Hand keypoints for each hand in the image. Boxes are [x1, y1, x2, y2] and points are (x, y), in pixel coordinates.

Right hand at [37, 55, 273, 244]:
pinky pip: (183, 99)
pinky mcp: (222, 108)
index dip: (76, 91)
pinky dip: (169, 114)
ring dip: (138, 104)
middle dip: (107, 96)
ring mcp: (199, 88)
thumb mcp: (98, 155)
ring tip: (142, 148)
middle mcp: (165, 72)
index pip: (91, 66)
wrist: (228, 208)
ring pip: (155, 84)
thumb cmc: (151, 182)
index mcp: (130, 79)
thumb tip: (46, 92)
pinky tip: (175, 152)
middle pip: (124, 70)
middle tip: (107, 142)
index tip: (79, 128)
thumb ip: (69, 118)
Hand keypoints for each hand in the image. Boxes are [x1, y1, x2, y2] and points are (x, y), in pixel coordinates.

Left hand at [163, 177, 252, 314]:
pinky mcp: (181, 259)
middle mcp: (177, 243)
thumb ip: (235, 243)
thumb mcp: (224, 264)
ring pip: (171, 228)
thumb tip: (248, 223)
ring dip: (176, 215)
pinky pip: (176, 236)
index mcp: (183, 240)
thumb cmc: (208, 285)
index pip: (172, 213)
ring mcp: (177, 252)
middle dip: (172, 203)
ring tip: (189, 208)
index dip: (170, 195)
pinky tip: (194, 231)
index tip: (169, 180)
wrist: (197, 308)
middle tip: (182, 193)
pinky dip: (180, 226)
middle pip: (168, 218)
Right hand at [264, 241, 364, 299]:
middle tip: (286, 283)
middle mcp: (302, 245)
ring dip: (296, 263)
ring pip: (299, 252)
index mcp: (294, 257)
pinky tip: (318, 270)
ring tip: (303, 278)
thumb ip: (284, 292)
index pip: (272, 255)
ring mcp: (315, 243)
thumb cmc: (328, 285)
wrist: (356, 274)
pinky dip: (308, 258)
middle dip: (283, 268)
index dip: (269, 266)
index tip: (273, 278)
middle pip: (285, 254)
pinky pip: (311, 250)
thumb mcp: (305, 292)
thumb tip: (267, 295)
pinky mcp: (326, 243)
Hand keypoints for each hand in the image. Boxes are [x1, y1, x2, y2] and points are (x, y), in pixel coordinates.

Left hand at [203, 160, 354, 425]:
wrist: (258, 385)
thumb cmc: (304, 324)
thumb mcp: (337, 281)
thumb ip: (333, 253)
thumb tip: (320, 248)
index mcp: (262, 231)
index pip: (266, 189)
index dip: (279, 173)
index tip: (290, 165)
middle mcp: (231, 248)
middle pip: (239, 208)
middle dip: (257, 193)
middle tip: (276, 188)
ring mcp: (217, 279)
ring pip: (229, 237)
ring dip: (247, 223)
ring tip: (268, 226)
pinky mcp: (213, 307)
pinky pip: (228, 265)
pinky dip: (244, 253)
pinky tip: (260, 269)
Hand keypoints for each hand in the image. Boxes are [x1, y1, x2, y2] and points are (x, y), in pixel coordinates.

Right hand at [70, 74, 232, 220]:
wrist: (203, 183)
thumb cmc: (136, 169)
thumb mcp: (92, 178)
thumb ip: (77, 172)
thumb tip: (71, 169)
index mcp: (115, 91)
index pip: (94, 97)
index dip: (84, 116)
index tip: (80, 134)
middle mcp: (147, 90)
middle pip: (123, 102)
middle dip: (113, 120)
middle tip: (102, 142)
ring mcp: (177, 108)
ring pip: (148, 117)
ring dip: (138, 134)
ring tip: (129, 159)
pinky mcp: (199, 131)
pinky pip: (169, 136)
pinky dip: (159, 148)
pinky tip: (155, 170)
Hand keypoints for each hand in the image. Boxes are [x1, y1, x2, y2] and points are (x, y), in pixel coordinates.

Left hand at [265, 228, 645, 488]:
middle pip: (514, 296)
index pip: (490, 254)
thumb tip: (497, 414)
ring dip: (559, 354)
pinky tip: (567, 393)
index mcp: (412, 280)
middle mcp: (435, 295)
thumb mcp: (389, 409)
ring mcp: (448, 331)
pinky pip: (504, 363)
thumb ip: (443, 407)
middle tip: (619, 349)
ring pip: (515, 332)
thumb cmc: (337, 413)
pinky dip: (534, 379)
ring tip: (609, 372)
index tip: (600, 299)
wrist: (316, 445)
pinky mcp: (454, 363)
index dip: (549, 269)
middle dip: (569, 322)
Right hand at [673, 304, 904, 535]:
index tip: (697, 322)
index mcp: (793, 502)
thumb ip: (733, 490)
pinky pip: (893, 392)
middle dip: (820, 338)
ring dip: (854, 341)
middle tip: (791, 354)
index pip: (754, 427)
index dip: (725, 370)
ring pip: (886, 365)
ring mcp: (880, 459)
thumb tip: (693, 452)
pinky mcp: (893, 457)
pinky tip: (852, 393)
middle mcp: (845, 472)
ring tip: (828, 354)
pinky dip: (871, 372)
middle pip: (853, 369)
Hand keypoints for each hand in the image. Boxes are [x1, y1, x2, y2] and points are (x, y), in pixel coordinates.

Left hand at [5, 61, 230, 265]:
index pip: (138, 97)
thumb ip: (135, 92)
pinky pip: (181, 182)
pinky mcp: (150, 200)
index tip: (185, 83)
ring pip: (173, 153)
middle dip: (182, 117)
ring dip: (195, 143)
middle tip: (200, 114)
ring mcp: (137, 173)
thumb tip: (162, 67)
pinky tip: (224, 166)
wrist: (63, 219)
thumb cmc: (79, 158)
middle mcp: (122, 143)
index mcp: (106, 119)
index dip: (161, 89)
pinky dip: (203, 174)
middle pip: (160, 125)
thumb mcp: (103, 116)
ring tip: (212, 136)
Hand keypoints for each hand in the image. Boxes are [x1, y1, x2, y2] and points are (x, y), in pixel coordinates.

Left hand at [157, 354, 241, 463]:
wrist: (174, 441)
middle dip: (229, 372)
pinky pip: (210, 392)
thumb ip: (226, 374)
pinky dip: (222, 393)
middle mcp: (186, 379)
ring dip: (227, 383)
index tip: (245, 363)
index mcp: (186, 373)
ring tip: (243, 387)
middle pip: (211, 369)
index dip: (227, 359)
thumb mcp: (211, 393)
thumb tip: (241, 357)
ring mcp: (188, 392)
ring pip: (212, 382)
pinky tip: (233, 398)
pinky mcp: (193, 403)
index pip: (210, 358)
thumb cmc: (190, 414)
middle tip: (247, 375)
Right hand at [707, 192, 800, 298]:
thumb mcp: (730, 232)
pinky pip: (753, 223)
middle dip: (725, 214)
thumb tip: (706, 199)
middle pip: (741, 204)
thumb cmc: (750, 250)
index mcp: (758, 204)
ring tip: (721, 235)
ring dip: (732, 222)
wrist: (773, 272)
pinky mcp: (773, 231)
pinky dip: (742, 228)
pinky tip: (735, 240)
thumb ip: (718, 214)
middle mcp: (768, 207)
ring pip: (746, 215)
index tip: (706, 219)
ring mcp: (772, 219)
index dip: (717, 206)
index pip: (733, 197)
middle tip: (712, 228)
+ + +
YOUR GOAL: Each line above with the string "Right" should be reported in full.

SOLUTION TO THIS PROBLEM:
Right hand at [37, 55, 273, 244]:
Right hand at [264, 241, 364, 299]:
Right hand at [70, 74, 232, 220]:
Right hand at [673, 304, 904, 535]:
Right hand at [707, 192, 800, 298]:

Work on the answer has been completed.